# WHAT IS EXPECTED
If a line in the material below has the string "from", copy it out.

# ENTRIES SUPPLIED
================

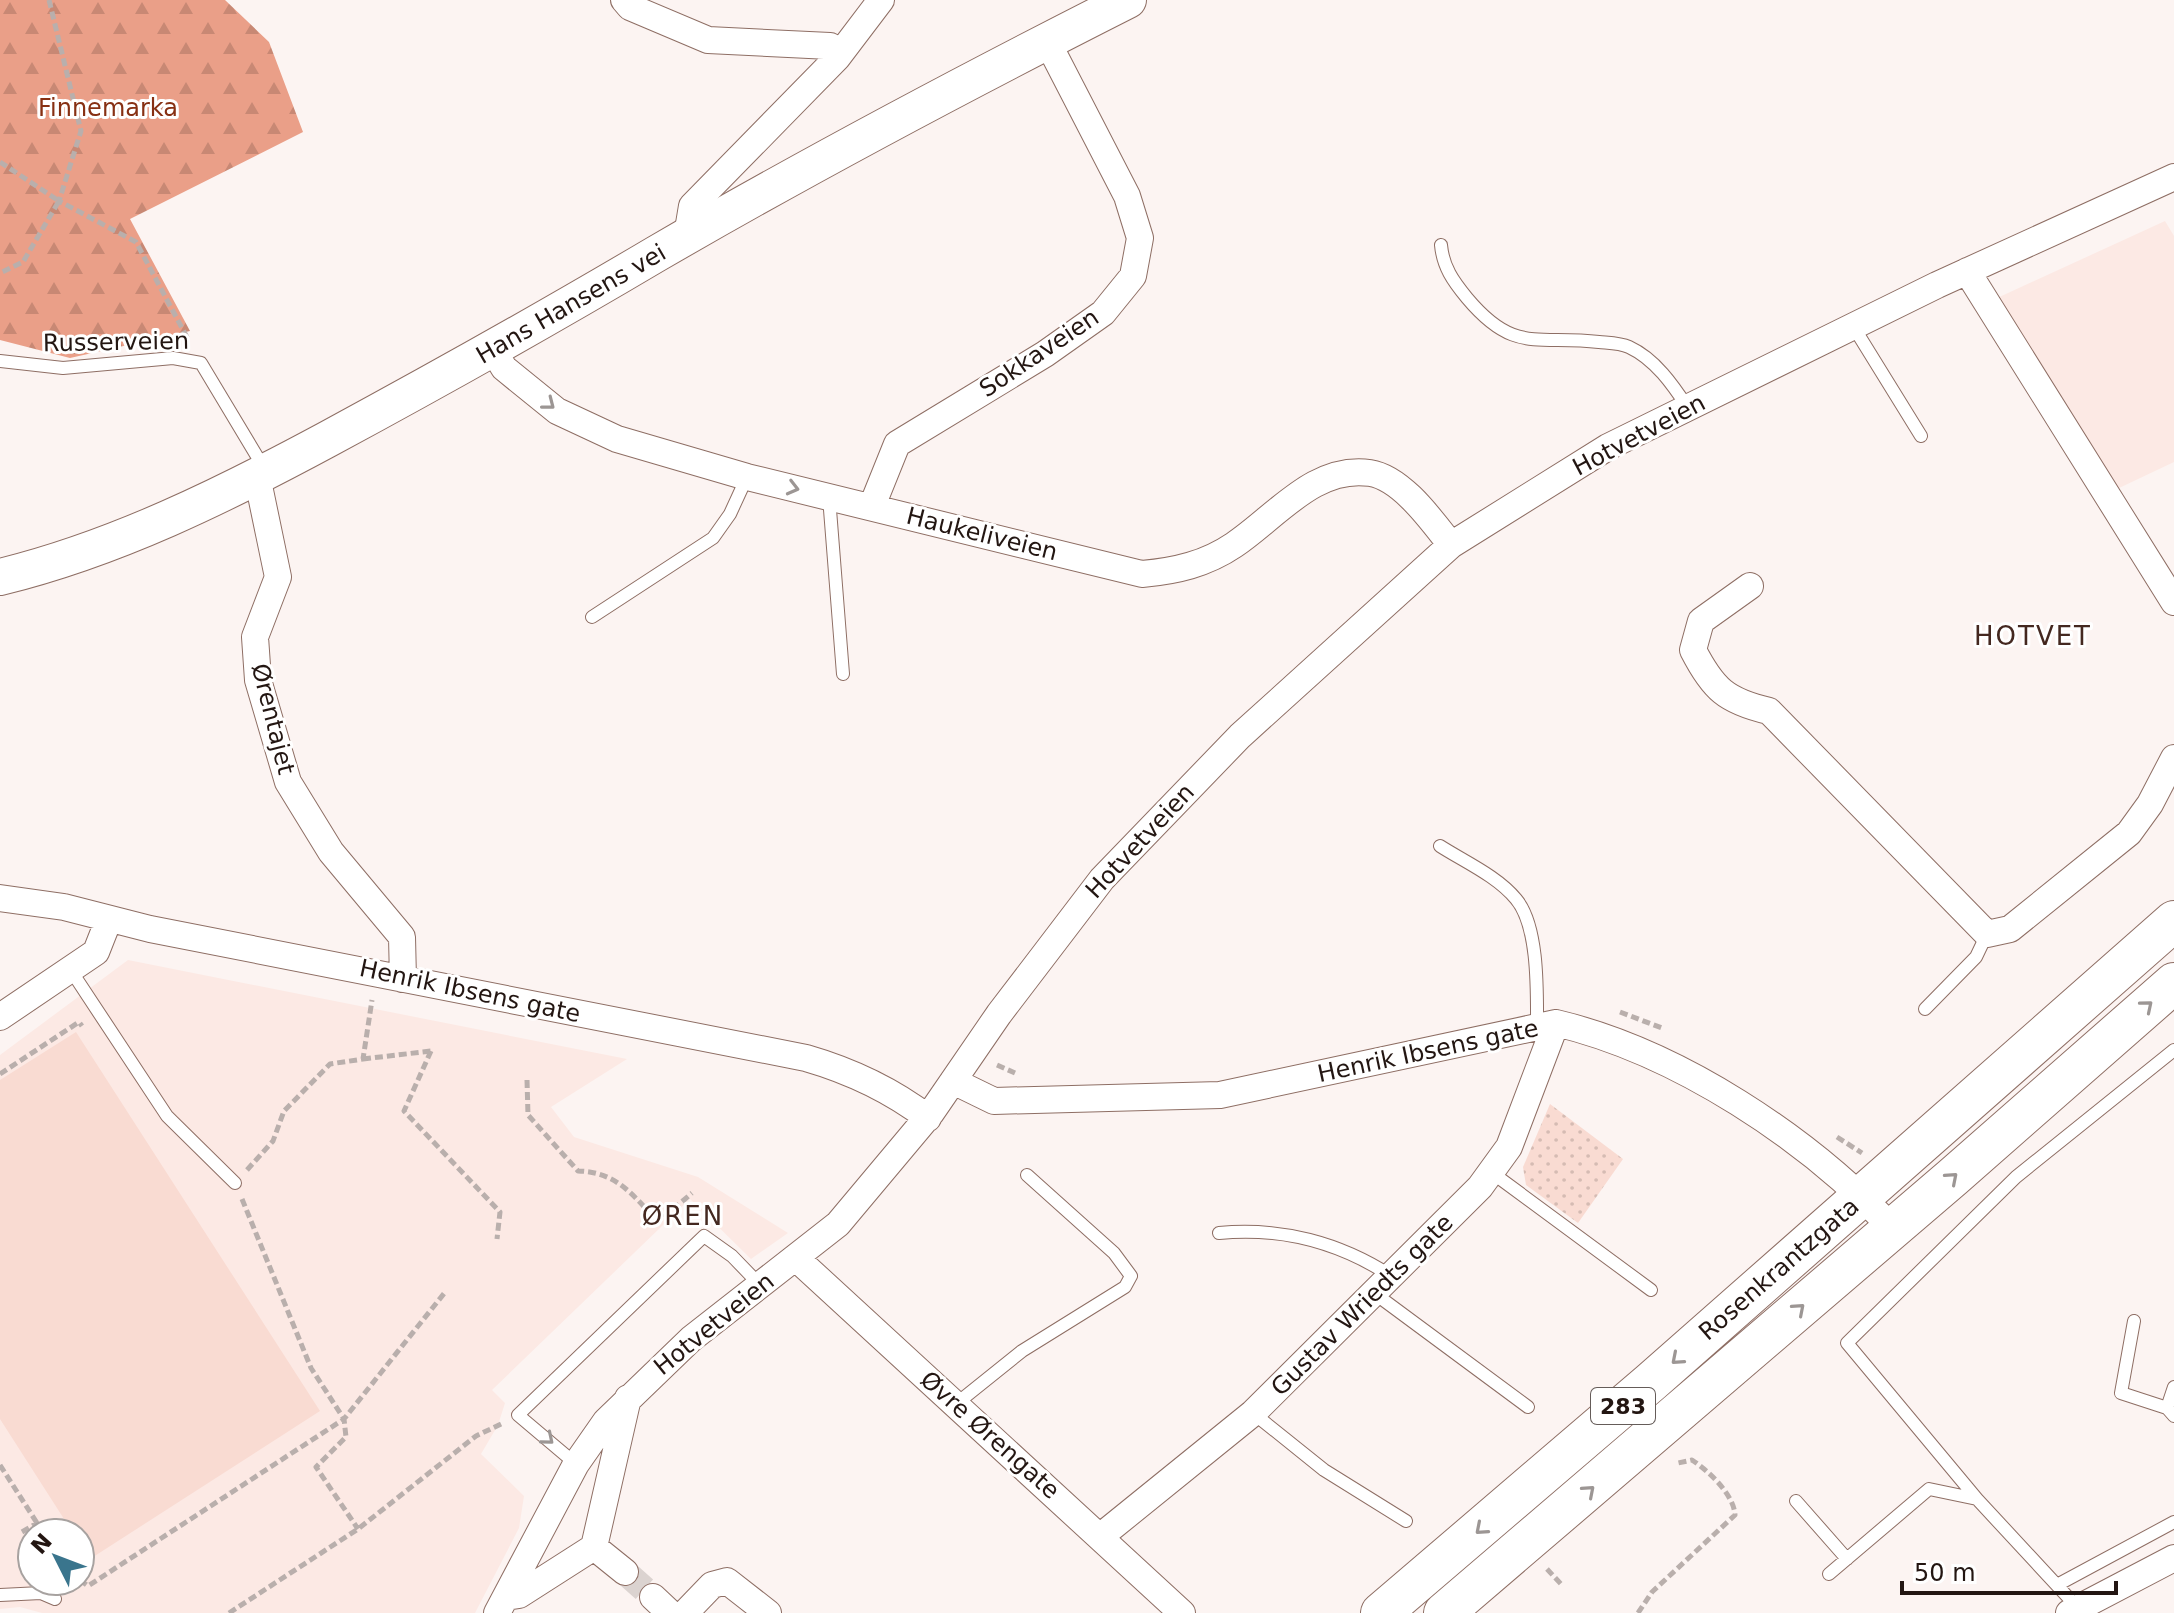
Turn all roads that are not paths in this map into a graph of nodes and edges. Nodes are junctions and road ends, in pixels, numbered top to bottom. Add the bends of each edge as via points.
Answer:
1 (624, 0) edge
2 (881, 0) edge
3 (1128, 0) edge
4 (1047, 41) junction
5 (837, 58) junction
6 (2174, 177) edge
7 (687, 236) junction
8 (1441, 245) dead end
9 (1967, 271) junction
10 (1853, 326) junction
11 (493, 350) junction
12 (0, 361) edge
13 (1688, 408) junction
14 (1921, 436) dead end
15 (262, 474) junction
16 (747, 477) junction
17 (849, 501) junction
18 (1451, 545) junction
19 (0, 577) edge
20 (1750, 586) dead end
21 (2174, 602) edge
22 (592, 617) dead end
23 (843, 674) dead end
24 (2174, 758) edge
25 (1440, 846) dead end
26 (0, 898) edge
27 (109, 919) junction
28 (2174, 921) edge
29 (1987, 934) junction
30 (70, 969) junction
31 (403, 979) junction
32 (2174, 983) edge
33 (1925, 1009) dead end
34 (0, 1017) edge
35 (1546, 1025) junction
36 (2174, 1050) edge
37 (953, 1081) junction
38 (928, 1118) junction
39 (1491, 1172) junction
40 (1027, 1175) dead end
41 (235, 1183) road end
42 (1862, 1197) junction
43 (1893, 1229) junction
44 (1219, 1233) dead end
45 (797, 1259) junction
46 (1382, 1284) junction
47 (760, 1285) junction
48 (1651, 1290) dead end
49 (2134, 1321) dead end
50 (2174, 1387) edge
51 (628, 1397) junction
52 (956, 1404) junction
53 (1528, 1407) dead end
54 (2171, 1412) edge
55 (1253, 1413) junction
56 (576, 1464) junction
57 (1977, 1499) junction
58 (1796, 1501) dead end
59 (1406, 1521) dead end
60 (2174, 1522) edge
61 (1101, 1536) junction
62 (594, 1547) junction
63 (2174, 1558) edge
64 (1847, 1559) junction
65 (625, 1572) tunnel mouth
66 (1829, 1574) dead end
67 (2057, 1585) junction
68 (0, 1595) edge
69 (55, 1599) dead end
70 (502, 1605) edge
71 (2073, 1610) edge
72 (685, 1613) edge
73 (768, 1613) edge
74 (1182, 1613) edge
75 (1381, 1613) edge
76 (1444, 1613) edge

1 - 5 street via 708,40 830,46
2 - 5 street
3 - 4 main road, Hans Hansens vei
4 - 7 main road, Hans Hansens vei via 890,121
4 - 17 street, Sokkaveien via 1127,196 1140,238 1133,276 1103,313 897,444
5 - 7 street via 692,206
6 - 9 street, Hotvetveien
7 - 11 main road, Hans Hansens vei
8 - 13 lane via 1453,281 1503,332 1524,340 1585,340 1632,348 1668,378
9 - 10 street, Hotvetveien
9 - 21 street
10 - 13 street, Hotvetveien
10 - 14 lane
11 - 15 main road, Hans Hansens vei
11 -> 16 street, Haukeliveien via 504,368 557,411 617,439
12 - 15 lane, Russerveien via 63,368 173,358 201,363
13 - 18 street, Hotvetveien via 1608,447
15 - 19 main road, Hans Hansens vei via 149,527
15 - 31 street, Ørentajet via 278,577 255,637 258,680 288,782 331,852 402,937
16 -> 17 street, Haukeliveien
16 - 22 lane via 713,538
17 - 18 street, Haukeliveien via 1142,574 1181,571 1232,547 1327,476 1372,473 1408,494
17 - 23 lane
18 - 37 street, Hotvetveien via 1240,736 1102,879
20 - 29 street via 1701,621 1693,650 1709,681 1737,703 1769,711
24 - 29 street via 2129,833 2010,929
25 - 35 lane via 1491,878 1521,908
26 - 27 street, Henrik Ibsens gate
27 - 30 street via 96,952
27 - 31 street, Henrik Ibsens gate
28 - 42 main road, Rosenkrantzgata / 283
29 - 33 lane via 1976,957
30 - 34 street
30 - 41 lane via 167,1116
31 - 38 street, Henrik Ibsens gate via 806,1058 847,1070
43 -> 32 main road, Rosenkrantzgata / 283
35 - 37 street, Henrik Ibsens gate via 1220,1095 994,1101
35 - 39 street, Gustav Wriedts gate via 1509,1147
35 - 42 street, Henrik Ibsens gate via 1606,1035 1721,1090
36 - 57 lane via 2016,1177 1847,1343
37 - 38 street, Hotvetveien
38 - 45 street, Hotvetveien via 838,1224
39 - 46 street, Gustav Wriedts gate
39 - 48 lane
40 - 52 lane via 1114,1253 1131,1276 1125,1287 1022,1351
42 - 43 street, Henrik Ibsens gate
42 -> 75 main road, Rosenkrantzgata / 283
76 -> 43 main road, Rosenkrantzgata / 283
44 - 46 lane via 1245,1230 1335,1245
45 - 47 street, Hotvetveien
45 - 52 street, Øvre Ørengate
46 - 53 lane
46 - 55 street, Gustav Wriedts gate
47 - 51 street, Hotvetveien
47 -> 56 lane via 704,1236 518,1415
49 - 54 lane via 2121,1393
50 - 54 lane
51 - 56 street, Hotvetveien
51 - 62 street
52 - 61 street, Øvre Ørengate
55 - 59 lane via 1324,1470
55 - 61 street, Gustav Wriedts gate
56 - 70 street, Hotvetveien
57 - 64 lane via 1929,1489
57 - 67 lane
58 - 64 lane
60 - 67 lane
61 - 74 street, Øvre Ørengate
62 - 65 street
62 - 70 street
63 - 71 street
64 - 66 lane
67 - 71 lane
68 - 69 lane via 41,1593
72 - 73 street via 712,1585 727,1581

================

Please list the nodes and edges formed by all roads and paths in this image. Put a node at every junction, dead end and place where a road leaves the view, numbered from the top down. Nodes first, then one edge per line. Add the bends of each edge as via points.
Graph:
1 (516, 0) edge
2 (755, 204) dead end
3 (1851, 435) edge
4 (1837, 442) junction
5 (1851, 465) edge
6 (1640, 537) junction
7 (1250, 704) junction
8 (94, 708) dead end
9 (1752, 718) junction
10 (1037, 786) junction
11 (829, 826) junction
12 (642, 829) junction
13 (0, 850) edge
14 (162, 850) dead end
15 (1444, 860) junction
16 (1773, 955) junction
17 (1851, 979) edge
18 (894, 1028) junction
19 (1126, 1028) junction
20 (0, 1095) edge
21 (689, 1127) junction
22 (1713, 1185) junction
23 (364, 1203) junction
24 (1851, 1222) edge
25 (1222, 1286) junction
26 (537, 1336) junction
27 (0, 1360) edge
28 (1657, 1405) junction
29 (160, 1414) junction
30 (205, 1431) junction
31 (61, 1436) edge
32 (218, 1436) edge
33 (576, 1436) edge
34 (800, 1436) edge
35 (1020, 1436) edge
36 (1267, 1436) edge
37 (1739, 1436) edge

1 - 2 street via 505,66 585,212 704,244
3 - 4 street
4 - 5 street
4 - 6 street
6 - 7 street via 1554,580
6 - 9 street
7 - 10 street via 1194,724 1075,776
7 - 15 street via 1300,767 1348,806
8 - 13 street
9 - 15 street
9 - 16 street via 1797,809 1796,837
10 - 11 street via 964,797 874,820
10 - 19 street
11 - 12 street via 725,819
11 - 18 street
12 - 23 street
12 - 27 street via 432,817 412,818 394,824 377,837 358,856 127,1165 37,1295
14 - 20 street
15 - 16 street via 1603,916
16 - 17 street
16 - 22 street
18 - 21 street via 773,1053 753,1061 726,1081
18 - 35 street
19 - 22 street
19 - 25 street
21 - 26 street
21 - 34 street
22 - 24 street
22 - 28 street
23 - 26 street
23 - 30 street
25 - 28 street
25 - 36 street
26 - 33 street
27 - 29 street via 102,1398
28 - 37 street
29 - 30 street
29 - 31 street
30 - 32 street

================

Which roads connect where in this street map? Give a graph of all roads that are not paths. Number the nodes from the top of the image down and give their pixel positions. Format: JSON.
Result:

================

# ANSWER SECTION
Please list the nodes and edges formed by all roads and paths in this image. Put a node at every junction, dead end and place where a road leaves the view, numbered from the top down. Nodes first, then one edge per line. Add the bends of each edge as via points.
Which roads connect where in this street map? Give a graph of all roads that are not paths. Number the nodes from the top of the image down and give their pixel positions. Format: JSON.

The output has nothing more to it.